Larry Dembinski, 56
Long-term positions include shares in Enbridge Inc., Inter Pipeline Ltd., Royal Bank of Canada, Atlantic Power Corp., National Bank of Greece, JPMorgan Chase & Co., Chevron Corp., Johnson & Johnson and Apple Inc.
Since the 1980s, Larry Dembinski has run “a number of small businesses from soup and sandwich to construction.” In pursuit of his lifelong “passion for investing,” he now runs investorecho.com, a social network website for investors.
How he invests
“I am an active trader and love it,” Mr. Dembinski says. In addition to investing in stocks for the long term, he trades stocks on the basis of momentum, seasonal patterns and news.

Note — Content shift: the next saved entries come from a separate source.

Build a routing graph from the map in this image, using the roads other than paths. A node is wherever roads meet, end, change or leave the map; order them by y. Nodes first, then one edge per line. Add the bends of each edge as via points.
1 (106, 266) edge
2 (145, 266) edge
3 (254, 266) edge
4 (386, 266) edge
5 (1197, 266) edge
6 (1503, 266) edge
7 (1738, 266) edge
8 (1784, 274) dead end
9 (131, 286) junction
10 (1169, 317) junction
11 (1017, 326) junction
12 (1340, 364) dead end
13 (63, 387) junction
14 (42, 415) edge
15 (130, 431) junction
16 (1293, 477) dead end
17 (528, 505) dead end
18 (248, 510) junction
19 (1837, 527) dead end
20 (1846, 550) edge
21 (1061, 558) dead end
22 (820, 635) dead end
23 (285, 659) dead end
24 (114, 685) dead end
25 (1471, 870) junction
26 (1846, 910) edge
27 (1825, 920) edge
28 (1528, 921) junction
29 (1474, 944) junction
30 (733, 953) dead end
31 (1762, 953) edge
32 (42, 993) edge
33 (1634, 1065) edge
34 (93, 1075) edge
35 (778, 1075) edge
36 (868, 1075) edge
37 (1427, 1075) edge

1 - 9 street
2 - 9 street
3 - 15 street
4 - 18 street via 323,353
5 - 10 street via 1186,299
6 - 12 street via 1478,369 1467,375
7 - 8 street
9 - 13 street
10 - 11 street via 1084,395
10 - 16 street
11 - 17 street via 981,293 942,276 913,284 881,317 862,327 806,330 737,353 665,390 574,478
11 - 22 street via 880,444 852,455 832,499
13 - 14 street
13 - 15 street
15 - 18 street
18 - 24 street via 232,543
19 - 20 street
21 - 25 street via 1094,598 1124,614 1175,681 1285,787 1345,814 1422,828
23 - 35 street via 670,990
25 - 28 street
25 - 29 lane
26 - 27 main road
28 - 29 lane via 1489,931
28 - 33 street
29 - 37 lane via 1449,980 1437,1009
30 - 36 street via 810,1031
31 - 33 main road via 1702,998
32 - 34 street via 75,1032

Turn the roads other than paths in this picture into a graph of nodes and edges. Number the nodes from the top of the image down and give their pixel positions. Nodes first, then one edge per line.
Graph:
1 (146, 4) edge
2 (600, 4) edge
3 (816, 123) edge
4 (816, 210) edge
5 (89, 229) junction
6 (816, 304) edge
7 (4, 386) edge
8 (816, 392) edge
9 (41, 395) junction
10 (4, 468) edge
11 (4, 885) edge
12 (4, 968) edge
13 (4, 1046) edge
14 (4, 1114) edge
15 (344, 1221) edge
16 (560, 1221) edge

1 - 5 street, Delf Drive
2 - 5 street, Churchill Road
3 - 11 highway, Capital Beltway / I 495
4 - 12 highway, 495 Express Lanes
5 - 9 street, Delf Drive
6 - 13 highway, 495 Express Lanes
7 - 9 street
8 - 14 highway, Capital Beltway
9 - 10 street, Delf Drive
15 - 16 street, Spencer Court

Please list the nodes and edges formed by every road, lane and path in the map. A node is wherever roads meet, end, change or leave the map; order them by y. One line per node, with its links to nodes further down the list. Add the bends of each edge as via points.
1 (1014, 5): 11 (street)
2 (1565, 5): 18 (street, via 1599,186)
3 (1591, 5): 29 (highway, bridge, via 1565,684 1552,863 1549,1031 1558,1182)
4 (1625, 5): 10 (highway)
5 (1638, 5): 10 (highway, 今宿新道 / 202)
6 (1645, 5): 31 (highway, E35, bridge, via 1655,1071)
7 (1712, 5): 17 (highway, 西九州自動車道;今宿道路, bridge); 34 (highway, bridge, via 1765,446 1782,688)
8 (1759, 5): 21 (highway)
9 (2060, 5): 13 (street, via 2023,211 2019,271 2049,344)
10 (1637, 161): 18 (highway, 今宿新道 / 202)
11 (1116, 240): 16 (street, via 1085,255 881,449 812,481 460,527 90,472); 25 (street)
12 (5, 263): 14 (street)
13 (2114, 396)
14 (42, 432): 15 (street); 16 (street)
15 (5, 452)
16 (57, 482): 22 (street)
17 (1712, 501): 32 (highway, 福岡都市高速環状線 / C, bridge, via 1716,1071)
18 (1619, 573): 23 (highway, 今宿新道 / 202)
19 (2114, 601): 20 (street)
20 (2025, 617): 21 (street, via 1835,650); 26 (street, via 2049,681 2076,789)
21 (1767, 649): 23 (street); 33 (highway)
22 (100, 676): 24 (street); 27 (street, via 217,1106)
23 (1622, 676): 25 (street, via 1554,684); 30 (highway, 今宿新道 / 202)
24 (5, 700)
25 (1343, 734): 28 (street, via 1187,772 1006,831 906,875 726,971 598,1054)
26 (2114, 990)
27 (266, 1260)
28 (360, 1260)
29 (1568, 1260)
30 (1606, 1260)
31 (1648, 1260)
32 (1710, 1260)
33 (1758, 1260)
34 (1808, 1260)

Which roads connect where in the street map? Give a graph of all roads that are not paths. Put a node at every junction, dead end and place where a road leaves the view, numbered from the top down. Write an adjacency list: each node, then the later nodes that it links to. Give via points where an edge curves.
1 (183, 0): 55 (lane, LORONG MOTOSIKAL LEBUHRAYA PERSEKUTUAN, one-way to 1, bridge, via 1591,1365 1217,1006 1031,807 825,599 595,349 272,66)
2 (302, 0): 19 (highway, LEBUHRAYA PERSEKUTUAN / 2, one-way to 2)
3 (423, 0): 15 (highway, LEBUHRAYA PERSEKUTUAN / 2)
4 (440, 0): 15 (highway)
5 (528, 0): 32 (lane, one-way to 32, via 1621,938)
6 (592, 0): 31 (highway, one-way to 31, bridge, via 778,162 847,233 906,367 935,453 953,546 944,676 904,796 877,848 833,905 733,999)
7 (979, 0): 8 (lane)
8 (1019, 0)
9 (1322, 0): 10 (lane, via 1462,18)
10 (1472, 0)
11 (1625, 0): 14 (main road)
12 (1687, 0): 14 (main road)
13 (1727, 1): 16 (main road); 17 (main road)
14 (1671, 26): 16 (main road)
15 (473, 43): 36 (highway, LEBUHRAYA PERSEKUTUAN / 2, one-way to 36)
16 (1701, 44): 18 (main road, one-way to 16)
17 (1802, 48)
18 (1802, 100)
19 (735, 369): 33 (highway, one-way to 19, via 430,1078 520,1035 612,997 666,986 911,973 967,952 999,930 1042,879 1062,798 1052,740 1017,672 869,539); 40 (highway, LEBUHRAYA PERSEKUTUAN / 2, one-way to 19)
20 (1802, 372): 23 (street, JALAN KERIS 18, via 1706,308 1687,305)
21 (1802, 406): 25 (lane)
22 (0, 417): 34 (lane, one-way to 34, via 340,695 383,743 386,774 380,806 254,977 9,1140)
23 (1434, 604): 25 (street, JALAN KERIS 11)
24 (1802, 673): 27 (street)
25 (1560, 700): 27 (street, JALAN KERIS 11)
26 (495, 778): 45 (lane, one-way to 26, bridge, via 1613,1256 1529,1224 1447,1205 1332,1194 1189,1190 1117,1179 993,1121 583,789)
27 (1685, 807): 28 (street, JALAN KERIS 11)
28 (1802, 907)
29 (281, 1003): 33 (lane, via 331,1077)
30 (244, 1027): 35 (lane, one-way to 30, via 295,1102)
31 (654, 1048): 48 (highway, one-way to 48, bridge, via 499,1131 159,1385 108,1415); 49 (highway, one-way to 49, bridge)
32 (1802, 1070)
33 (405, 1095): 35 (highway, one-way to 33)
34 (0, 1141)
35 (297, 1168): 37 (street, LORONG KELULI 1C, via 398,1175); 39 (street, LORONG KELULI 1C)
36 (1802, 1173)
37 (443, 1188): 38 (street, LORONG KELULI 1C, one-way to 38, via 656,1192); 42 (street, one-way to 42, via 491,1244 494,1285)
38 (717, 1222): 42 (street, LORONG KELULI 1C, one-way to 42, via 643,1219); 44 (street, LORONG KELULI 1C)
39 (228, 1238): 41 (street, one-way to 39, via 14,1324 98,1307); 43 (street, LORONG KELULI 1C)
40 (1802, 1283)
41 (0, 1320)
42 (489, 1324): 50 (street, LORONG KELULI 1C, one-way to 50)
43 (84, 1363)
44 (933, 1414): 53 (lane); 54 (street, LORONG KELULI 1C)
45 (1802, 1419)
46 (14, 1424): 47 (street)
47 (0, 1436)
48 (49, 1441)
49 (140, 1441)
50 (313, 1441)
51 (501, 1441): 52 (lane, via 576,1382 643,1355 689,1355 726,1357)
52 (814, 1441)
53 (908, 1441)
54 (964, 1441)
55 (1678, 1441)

“My approach to investing and trading begins with the economy, primarily GDP and employment numbers from the U.S., but also Europe and Asia,” he adds. Basically, if the economy and employment are showing signs of deterioration, he minimizes exposure to stocks; otherwise, he’ll “stay diversified and cautious,” or, with improving data, venture into economically sensitive sectors such as consumer discretionary, industrials and materials.
He uses seasonal analysis as a guide to what typically performs best for when he is buying stocks. “For example, seasonality points to specific investments like gold stocks in early summer, and oil in early winter,” Mr. Dembinski says.
In his opinion, quantitative easing in the United States “is artificially stimulating markets.” For this reason, he has been picking up value stocks for long-term holds, rather than “momentum stocks at 52-week highs.”
He acquired Atlantic Power shares in early August as a value and seasonal play on utilities. Another purchase, in October, was National Bank of Greece stock, for value and momentum reasons.
“My best move was noticing a slowdown in the economy back in the fall of 2007. I began selling poorer performing stocks, wound down a construction company by March of 2008, and sold the rest of my stocks by April of 2008.”
He has, on occasion, lost more than 50 per cent on individual trades and now uses stop-loss orders to limit losses to 10 to 12 per cent.
“Pay attention to the economy. Leave your emotions out of investing. Do not be afraid to sell losers or hang onto winners.”